### Required work
From the first line to the last, please reproduce the material exactly, skipping the pictures.

### Exercise material
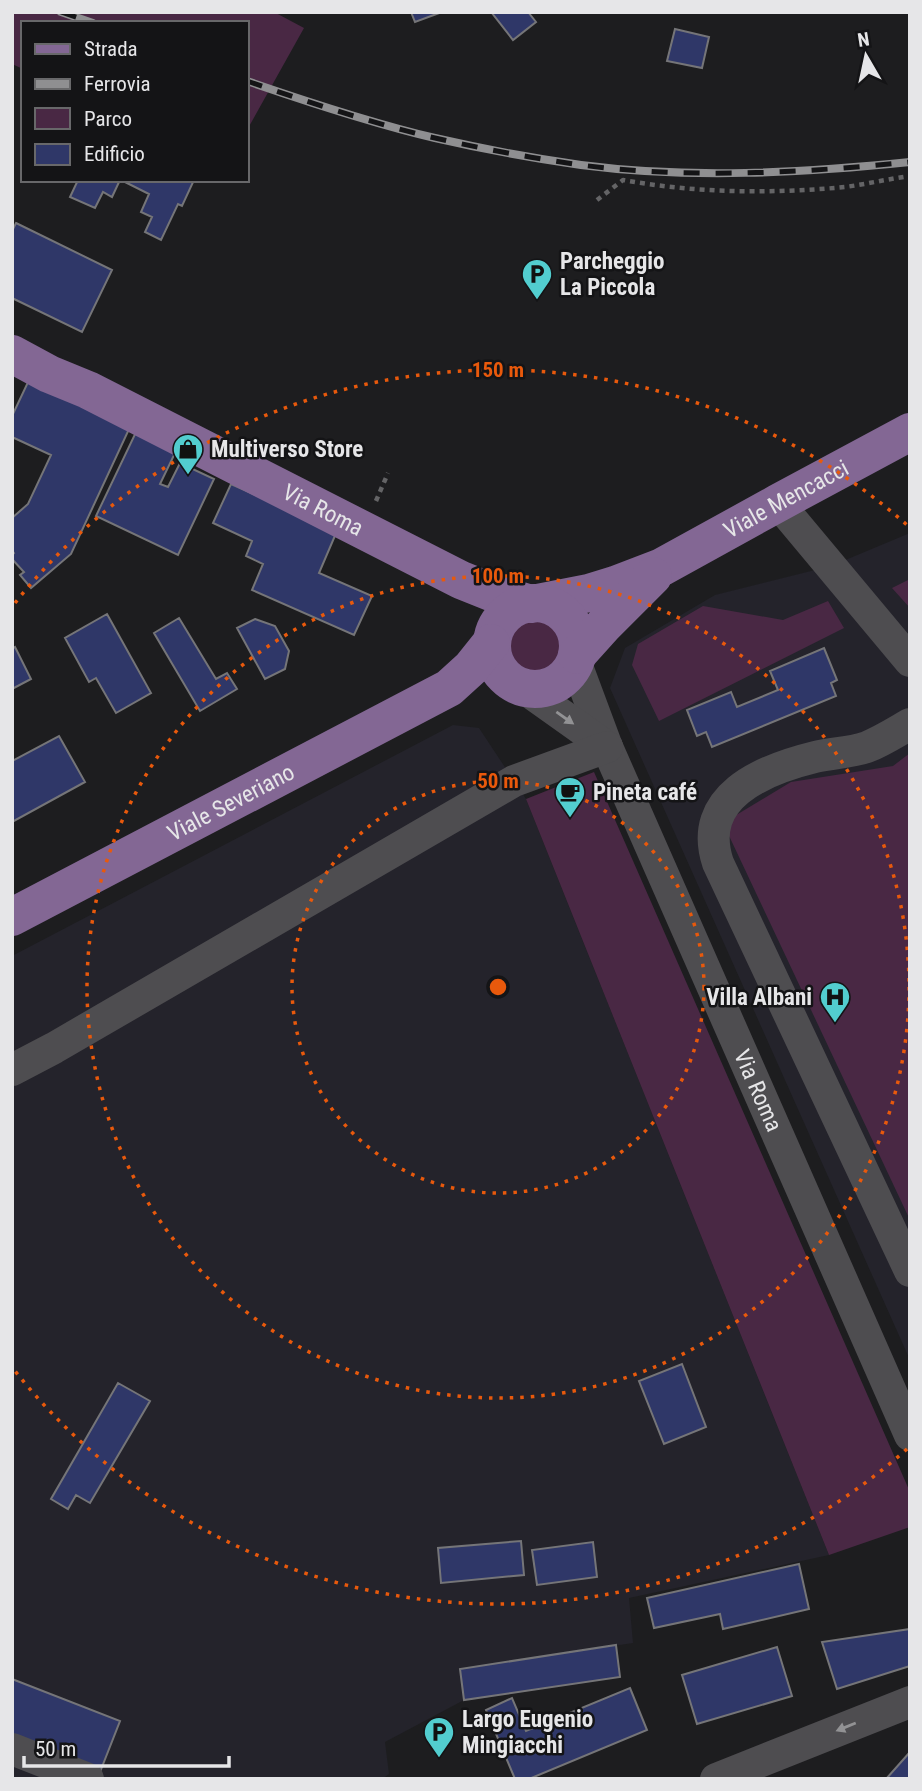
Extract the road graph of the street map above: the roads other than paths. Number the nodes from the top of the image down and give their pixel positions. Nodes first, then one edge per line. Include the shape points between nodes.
1 (12, 354) edge
2 (910, 432) edge
3 (778, 503) junction
4 (662, 567) junction
5 (445, 572) junction
6 (535, 603) junction
7 (492, 640) junction
8 (576, 658) junction
9 (910, 661) edge
10 (520, 687) junction
11 (449, 688) junction
12 (910, 724) edge
13 (607, 747) junction
14 (12, 918) edge
15 (12, 1070) edge
16 (910, 1271) edge
17 (910, 1434) edge
18 (910, 1702) edge
19 (12, 1749) edge
20 (88, 1779) edge
21 (716, 1779) edge

1 - 5 main road, Via Roma
2 - 3 main road, Viale Mencacci
3 - 4 main road, Viale Mencacci
3 - 9 street
4 - 6 main road, Viale Mencacci via 589,593
4 - 8 main road, Viale Mencacci
5 - 6 main road, Via Roma via 491,592
5 - 7 main road, Via Roma
6 - 7 main road via 511,610 496,627
6 - 8 main road via 565,615 578,640
7 - 10 main road via 497,668
7 - 11 main road, Viale Severiano
8 - 10 main road via 560,682 536,690
8 - 13 street, Via Roma
10 - 11 main road, Viale Severiano
10 -> 13 street
11 - 14 main road, Viale Severiano
12 - 16 street via 867,747 790,765 744,785 723,806 713,836 718,863
13 - 15 street via 514,781
13 - 17 street, Via Roma
18 -> 21 street
19 - 20 street

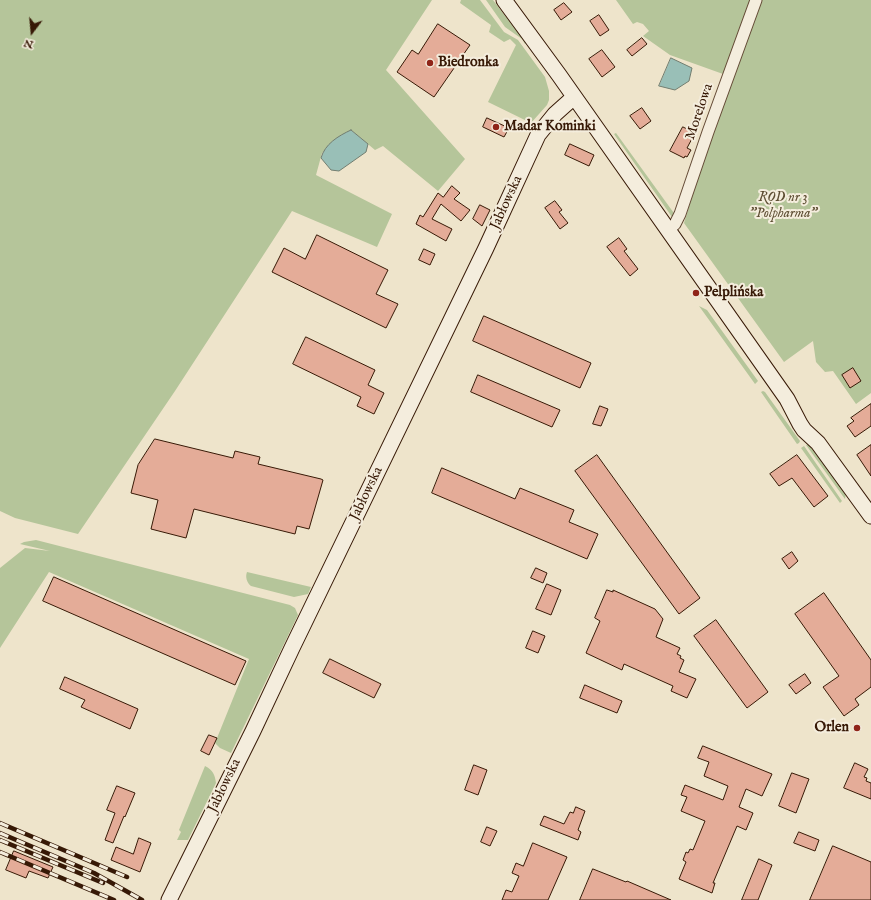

### Task response
Extract the road graph of the street map above: the roads other than paths. Number the nodes from the top of the image down and give their pixel positions. Nodes first, then one edge per line. Include the shape points between nodes.
1 (12, 354) edge
2 (910, 432) edge
3 (778, 503) junction
4 (662, 567) junction
5 (445, 572) junction
6 (535, 603) junction
7 (492, 640) junction
8 (576, 658) junction
9 (910, 661) edge
10 (520, 687) junction
11 (449, 688) junction
12 (910, 724) edge
13 (607, 747) junction
14 (12, 918) edge
15 (12, 1070) edge
16 (910, 1271) edge
17 (910, 1434) edge
18 (910, 1702) edge
19 (12, 1749) edge
20 (88, 1779) edge
21 (716, 1779) edge

1 - 5 main road, Via Roma
2 - 3 main road, Viale Mencacci
3 - 4 main road, Viale Mencacci
3 - 9 street
4 - 6 main road, Viale Mencacci via 589,593
4 - 8 main road, Viale Mencacci
5 - 6 main road, Via Roma via 491,592
5 - 7 main road, Via Roma
6 - 7 main road via 511,610 496,627
6 - 8 main road via 565,615 578,640
7 - 10 main road via 497,668
7 - 11 main road, Viale Severiano
8 - 10 main road via 560,682 536,690
8 - 13 street, Via Roma
10 - 11 main road, Viale Severiano
10 -> 13 street
11 - 14 main road, Viale Severiano
12 - 16 street via 867,747 790,765 744,785 723,806 713,836 718,863
13 - 15 street via 514,781
13 - 17 street, Via Roma
18 -> 21 street
19 - 20 street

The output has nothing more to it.